The production here emphasizes theatricality – you could play it, without alteration, onstage – just as its theatricality is likely what makes its production economically viable. (In television terms, what this most resembles is a soap opera.) But even at its most obvious or ungainly, it’s never less than interesting, and it’s certainly not shy of conviction; no C.K. fan with an Internet connection and $5 to spare will want to pass it by.
Ian Crouch, New Yorker
Despite its dim view of the cultural moment, and the bitter edges of its characters, there is something exhilarating and hopeful about the show. Part of that comes from the verve of its creation and surprise arrival. Its very production and distribution feels like a political act—a demonstration of the power of creativity, and a rebuke to the well-known mechanics of television: pilots, polls, advertising dollars, viewer demographics, and the like. Parts of the show work better than others, the seams appear in places, the large cast of well-known comedians and actors makes it feel a little like a benefit concert. But all of this is part of its impromptu appeal, and the performers, given strong material and thrown together in the warm space of a murky bar, rise to surprisingly urgent and, at times, moving heights. We’ve seen these performers elsewhere, we know many of them well, but, for a little over an hour, they are fully these characters, part of a specific and indelible extended family. This is the magic of theatre, more than of television, which usually relies on the repetition of many episodes to create a pleasing familiarity. C.K. has pulled off another clever trick.
Nandini Balial, Slate
Like Louie, Horace and Pete is not a straight comedy. There are laughs and quirks but the issues addressed are serious and unforgiving: parental abuse and neglect, alcoholism, exhaustion, shattered relationships, estranged children, imminent bankruptcy, and mental illness. Gentle awkwardness quickly spirals into full-blown tragicomedy. If the first episode is any indication, Horace and Pete is the next great show to get obsessed over—and Louis did it on his own.

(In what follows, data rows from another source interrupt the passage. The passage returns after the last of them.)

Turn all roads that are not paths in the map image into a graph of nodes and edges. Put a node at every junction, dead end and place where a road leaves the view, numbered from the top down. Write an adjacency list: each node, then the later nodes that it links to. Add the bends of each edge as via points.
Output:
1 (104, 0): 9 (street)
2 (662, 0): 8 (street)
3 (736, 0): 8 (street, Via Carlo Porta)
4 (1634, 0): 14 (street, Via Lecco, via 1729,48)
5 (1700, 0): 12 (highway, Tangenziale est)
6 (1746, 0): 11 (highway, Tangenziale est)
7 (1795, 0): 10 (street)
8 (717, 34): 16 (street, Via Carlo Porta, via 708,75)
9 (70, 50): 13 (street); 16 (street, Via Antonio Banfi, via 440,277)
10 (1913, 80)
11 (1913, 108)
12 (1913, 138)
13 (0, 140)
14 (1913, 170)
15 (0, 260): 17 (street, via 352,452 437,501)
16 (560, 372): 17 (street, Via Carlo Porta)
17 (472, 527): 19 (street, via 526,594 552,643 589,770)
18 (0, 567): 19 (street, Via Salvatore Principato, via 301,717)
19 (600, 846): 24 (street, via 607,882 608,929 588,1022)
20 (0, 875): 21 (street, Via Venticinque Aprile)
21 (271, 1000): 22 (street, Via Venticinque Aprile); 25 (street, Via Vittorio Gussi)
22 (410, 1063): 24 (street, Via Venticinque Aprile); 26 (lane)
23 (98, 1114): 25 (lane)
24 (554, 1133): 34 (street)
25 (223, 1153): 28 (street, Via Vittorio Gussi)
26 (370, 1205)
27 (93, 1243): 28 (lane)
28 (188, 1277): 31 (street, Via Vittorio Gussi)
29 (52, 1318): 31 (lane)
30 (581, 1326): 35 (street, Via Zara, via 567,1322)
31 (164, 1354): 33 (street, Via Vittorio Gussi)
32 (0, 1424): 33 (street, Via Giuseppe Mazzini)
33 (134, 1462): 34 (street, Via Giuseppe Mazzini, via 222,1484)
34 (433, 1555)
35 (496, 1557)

Lili Loofbourow, Los Angeles Review of Books
it feels like a timely treatise on the blinders that makes nostalgic love possible. I’m talking about our stubborn love of old institutions, TV shows, and film franchises even when they don’t stand up to scrutiny. All those charming archaic social models whose flaws we sort of understand but whose atmospherics “we” nevertheless miss. (Hello, Mad Men.) It’s a love we like to ascribe to art that’s really based on indulgence, on feeding the parts of us we’re now hell-bent on disciplining.
Horace and Pete establishes itself in that nostalgic fictional domain, which we routinely mistake for history. It starts with two charming caricatures and an Est. 1916 sign. We begin with Horace and Pete dancing! But then something turns: we get none of the rosy lighting. No sepia tones. And TV history appears before us looking ugly and unmade-up. Uncle Pete might be an Archie Bunker figure, but there are no Ediths left to love him. We’re forced to wonder what a realistic look at Carla’s life outside the Cheers filter would yield, or what Hawkeye is like 40 years after M*A*S*H*. Or what Carmela Soprano might be like if she really truly confronted her nest of man-frogs. It would not be pretty or triumphant; things would still be kind of gross and disappointing and gray.
Liz Shannon Miller, Indiewire
The problem is that “Horace and Pete” is more fun as an idea than it is as something you want to watch. Thanks to the limited locations, minimalist execution and muted pacing, the ultimate sense is of watching a stage play — hell, there’s even an “intermission” halfway through. It’s unusual as hell, and hearing C.K. explain where the idea came from and how this was produced in relative secrecy will be fascinating. But am I chomping at the bit for Episode 2? Honestly, not really.